Ему не хотелось, и он работал. В первые несколько лет в Кронштадте, когда Степан еще не знал, выжил ли брат, он хотел угнать лодку и сбежать. Однако он вспоминал слабый крик новорожденного: «А если Федя не умер? Если он здесь, в России? Я не могу, не могу его бросить».
Степану привозили преподавателей. Через несколько лет Шильдер, потрепав его по плечу, заметил: «Вы теперь дипломированный инженер, Степан Петрович. Сами понимаете, - генерал развел руками, - на выпускной церемонии вам не след было появляться».
Степан присел на свою кровать и прислушался. В открытую дверь, с кухни, доносились голоса жандармов. Они, на удивление, отменно готовили, простую, но сытную еду. Такой его кормили в Сибири.
Раз в месяц его водили на другую квартиру, скромнее. В одной комнате было всегда темно. Он не видел лица женщины. Он только знал, что они меняются каждый год. Все они были молчаливые, и много старше его. Степан иногда думал, что они просто глухонемые. Жандармы сидели в передней, играя в карты, тихо переговариваясь, а потом провожали его домой.
Икона стояла на его рабочем столе, эфес, - саблю ему запретили, - висел на потрепанном, старом ковре над кроватью. Блокнот Лавуазье был надежно спрятан среди его тетрадей. Жандармы просматривали их каждую неделю. В алгебре они не разбирались. Видя бесконечные ряды цифр и математических значков, полицейские откладывали блокноты в сторону. Иногда он кое-что писал, шифрами, вспоминая, что ему говорили мать и бабушка.
-Кроу, - писал Степан. «Мартин Кроу. У него был сын, Питер, мой ровесник. Мой кузен. Они в Англии, они не могли погибнуть». Он был уверен, что найдет их. Он засыпал и просыпался с этой мыслью, каждый день.
-Найду, - пообещал он себе сейчас и принялся за ужин. Жандарм принес ему тарелку щей, кислый, ржаной хлеб, и чай.
Потом он посидел над чертежами. Ложась спать, Степан взял с полки книгу.
-Федя мне говорил, - вспомнил Степан, - он знает этого господина Достоевского, сочинителя. В какой-то кружок литературный с ним ходит. Тот тоже инженерное училище заканчивал.
Он раскрыл мягкие, потрепанные страницы.
- Бесценная моя Варвара Алексеевна! - читал Степан, - Вчера я был счастлив, чрезмерно счастлив, донельзя счастлив! Вы хоть раз в жизни, упрямица, меня послушались. Так вы-таки поняли, чего мне хотелось, чего сердчишку моему хотелось! Вижу, уголочек занавески у окна вашего загнут и прицеплен к горшку с бальзамином, точнехонько так, как я вам тогда намекал; тут же показалось мне, что и личико ваше мелькнуло у окна, что и вы ко мне из комнатки вашей смотрели, что и вы обо мне думали.

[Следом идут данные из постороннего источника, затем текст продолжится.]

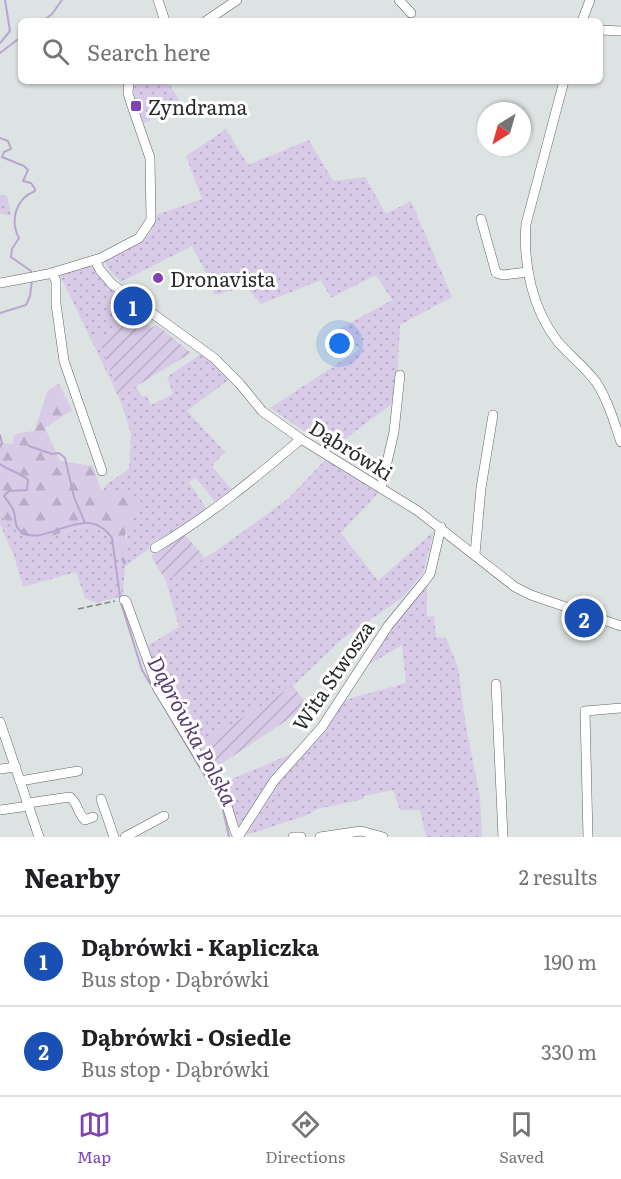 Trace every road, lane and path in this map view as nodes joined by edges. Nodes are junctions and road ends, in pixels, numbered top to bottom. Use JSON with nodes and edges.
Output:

Степан отложил книгу. Он заплакал, опустив лицо в большие ладони.
В гостиной было накурено. Стол усеивали полупустые стаканы с жидким чаем, пепельницы, разбросанные листы бумаги. Кто-то из студентов, присев к старому фортепьяно, тихонько, одним пальцем, наигрывал «Марсельезу». Хозяин собрания оторвался от своих записей. Подняв голову, он погладил темную бородку: «Послушайте».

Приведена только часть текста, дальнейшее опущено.